It’s actually quite common for some of us to feel embarrassed when we are in a public place or while we are in social situations, especially when we are required to perform (e.g. a dance, or a theatre show) or deliver a speech. In such situations, we are afraid that others will judge us, ridicule us; our hands sweat profusely, our knees tremble and our hands quake with fear. This is especially true for those who are shyer or more introverted.
But there is a difference between normal shyness or embarrassment and the debilitating levels of fear and anxiety people with Social Anxiety Disorder (SAD, also known as Social Phobia) must have felt when they are exposed to the same setting.
So let’s discuss that in this article.
Shyness vs. Social Anxiety Disorder
Shyness is a common feeling or emotion that we have when we encounter situations we are unfamiliar with (though for some people, shyness may also be present even in familiar settings as well). We don’t know what to say, or we don’t know how to behave; we feel awkward, out of place, and we blush and avoid eye contact, and we stutter and bumble through sentences and conversations.
But shyness is a PERSONALITY TRAIT. So it is relatively stable, across all situations. Those who are shy may be apprehensive and reluctant to enter a social situation, but they can still get through it or endure it fine enough. They might think about how humiliating it is prior to the event, but they are still able to at least go there.
The key difference that separates shyness (a personality trait) and SAD (a mental disorder) can be differentiated along the following three aspects:
- The levels of intensity of their fears of social settings, social situations, socializing
- The extent to which they will go to, in order to avoid social settings
- How much it affects their daily functioning (work, life, Social (of course))
So to use an example to illustrate this difference between SAD and shyness, before we move on to SAD’s definition and symptom:
- People who are shy may worry about an upcoming party, but they can still go, and while they are occupied the party won’t enter their minds.
- People with SAD may worry about an upcoming party two weeks prior to the event, as soon as they heard of it and is invited to it. They might lose sleep because they keep thinking about it, and is anxious about it. They might come up with various ways just so they can avoid being there. They might notice that their fears are unfounded, unrealistic, totally out of proportion, but they can’t control it.

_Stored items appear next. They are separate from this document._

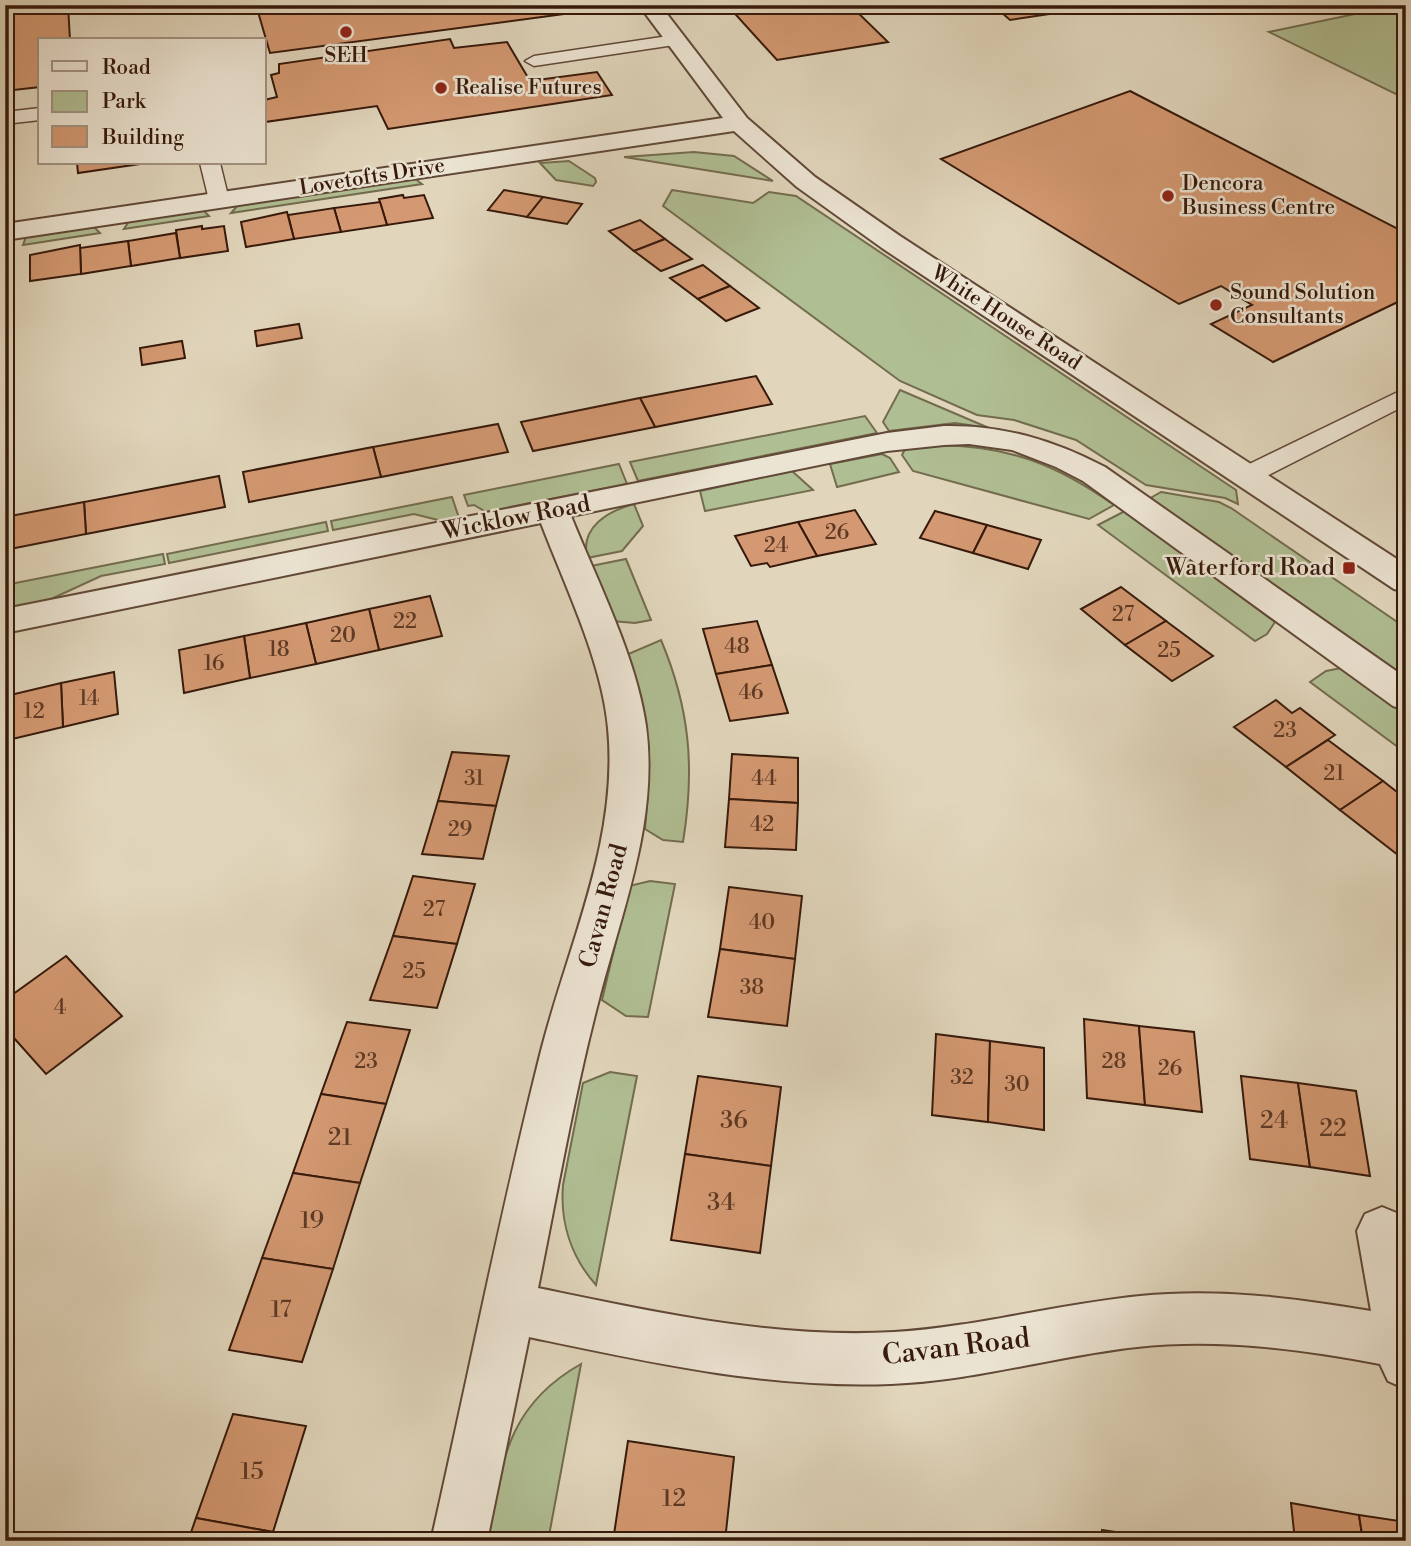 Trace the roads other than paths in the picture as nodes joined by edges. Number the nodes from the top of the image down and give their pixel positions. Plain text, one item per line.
1 (649, 5) edge
2 (675, 40) junction
3 (534, 61) dead end
4 (38, 114) edge
5 (5, 118) edge
6 (739, 123) junction
7 (210, 164) edge
8 (219, 200) junction
9 (5, 232) edge
10 (1406, 395) edge
11 (1247, 476) junction
12 (553, 511) junction
13 (1406, 581) edge
14 (5, 621) edge
15 (1406, 696) edge
16 (1382, 1231) dead end
17 (511, 1308) junction
18 (1404, 1353) edge
19 (459, 1541) edge

1 - 2 street, White House Road
2 - 3 lane
2 - 6 street, White House Road
4 - 5 lane
6 - 8 street, Lovetofts Drive
6 - 11 street, White House Road
7 - 8 lane
8 - 9 street, Lovetofts Drive
10 - 11 lane
11 - 13 street, White House Road
12 - 14 street, Wicklow Road
12 - 15 street, Wicklow Road
12 - 17 street, Cavan Road
16 - 18 street, Cavan Road
17 - 18 street, Cavan Road
17 - 19 street, Cavan Road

What is Social Anxiety Disorder?
Social Anxiety Disorder is a mental disorder characterized by the intense fear and anxiety of social situations. It can be about having a conversation with others, or when being observed by others (fear of being judged or scrutinized), or when they performing in front of others.

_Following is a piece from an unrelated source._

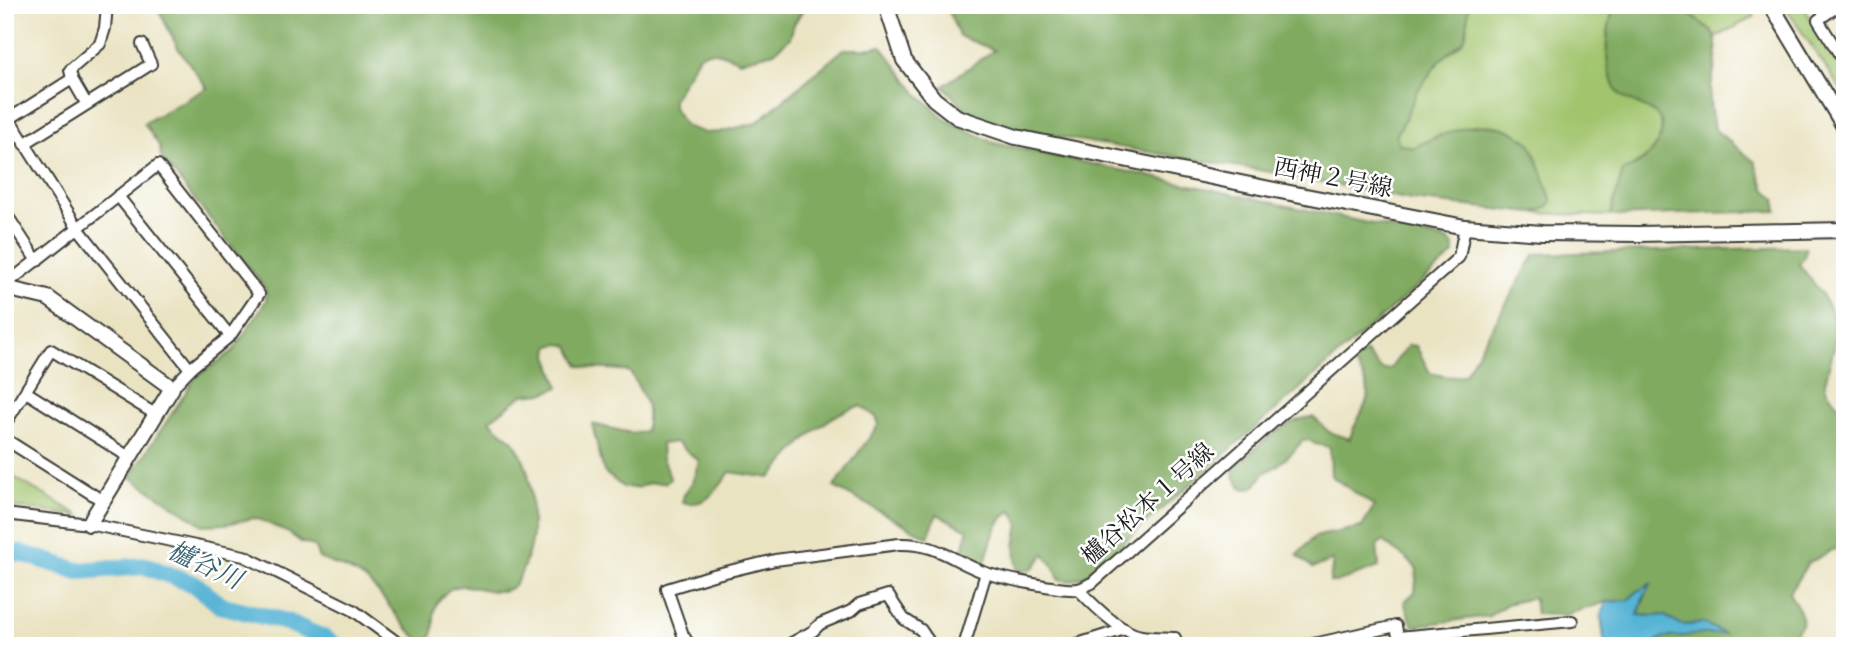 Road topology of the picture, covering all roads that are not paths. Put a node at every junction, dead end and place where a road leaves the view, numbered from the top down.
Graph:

People with SAD fear judgment, that their actions (or the fact that their symptoms might be obvious to others) will offend others, will lead to humiliation, embarrassment, and possibly rejection.
They experience fear and anxiety while in social situations, with some physical symptoms as well, such as shaking, blushing, an increased heart rate, etc. People with SAD will find ways to avoid such a situation, or if they can’t they will endure it with intense levels of anxiety.
The fear and anxiety levels that people with SAD experienced must also be way out of proportion to the actual levels of threat such a situation will pose to any individual.
These symptoms must be present for at least six months (according to the DSM-5) and must cause significant levels of distress and disruption towards daily functioning, in order to be diagnosed with SAD.
(Of course, don’t self-diagnose. If you suspect you or those around you have this condition, then do seek out professional advice from qualified clinical psychologists near you.)
Treatment for Social Anxiety Disorder
When it comes to the treatment for SAD, it all depends upon the severity of a particular case. Treatment may include medication, or psychotherapy (such as Cognitive Behavioral Therapy, CBT), or in some cases, both. It has been shown by many research that medication, when combined with psychotherapy, will be much more effective than when it is used alone.
The goal of treatment is always to make an individual more able to function on a day-to-day basis. In the case of SAD, or anxiety disorders in general, it is to help clients be more able to engage in their daily lives.
And perhaps with the right kind of help, you may find that the fruits that the first frightening steps towards change yields, they are worth it, they are always worth it. Know that there will always be people who support you and that your fear does not define you.